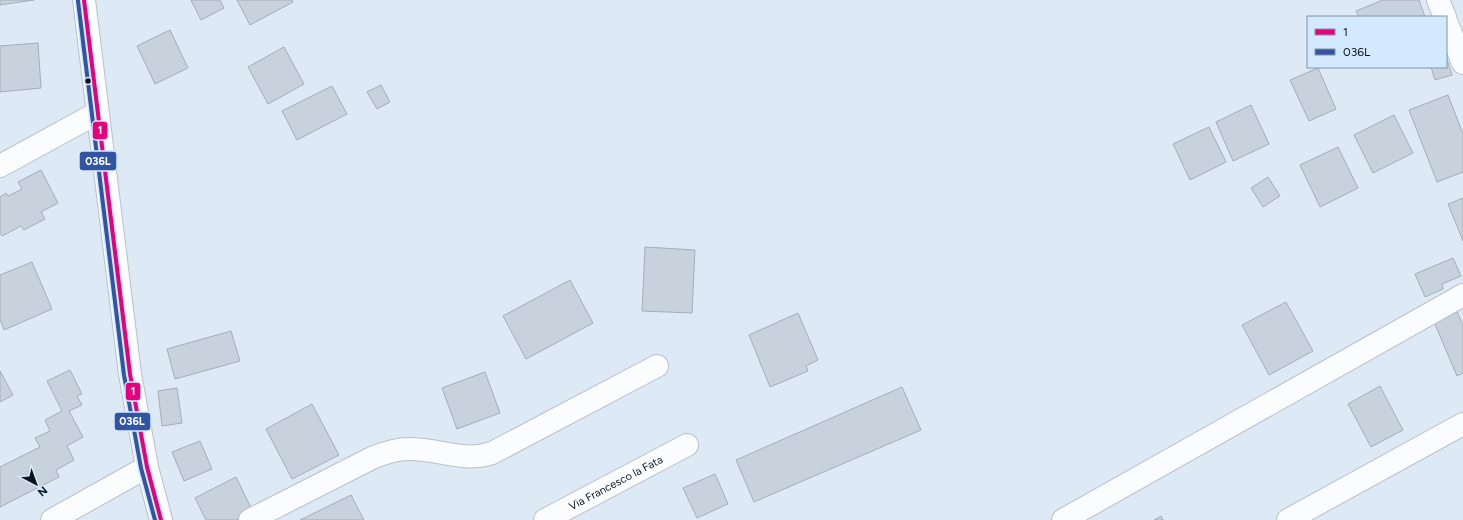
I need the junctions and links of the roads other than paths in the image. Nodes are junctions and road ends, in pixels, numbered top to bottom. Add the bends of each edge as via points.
1 (1438, 0) edge
2 (85, 1) edge
3 (1444, 16) edge
4 (1447, 23) edge
5 (1463, 63) edge
6 (97, 113) junction
7 (0, 166) edge
8 (1463, 295) edge
9 (657, 366) dead end
10 (1463, 424) edge
11 (687, 445) dead end
12 (147, 467) junction
13 (52, 520) edge
14 (161, 520) edge
15 (250, 520) edge
16 (545, 520) edge
17 (1063, 520) edge
18 (1288, 520) edge

1 - 3 street
2 - 6 street
4 - 5 street
6 - 7 street
6 - 12 street via 130,374
8 - 17 street
9 - 15 street via 492,453 465,457 415,449 387,452
10 - 18 street
11 - 16 street, Via Francesco la Fata
12 - 13 street
12 - 14 street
____
Exercise brief
Leave out the pictures, and write out all the remaining data above exactly.

Output of the task
I need the junctions and links of the roads other than paths in the image. Nodes are junctions and road ends, in pixels, numbered top to bottom. Add the bends of each edge as via points.
1 (1438, 0) edge
2 (85, 1) edge
3 (1444, 16) edge
4 (1447, 23) edge
5 (1463, 63) edge
6 (97, 113) junction
7 (0, 166) edge
8 (1463, 295) edge
9 (657, 366) dead end
10 (1463, 424) edge
11 (687, 445) dead end
12 (147, 467) junction
13 (52, 520) edge
14 (161, 520) edge
15 (250, 520) edge
16 (545, 520) edge
17 (1063, 520) edge
18 (1288, 520) edge

1 - 3 street
2 - 6 street
4 - 5 street
6 - 7 street
6 - 12 street via 130,374
8 - 17 street
9 - 15 street via 492,453 465,457 415,449 387,452
10 - 18 street
11 - 16 street, Via Francesco la Fata
12 - 13 street
12 - 14 street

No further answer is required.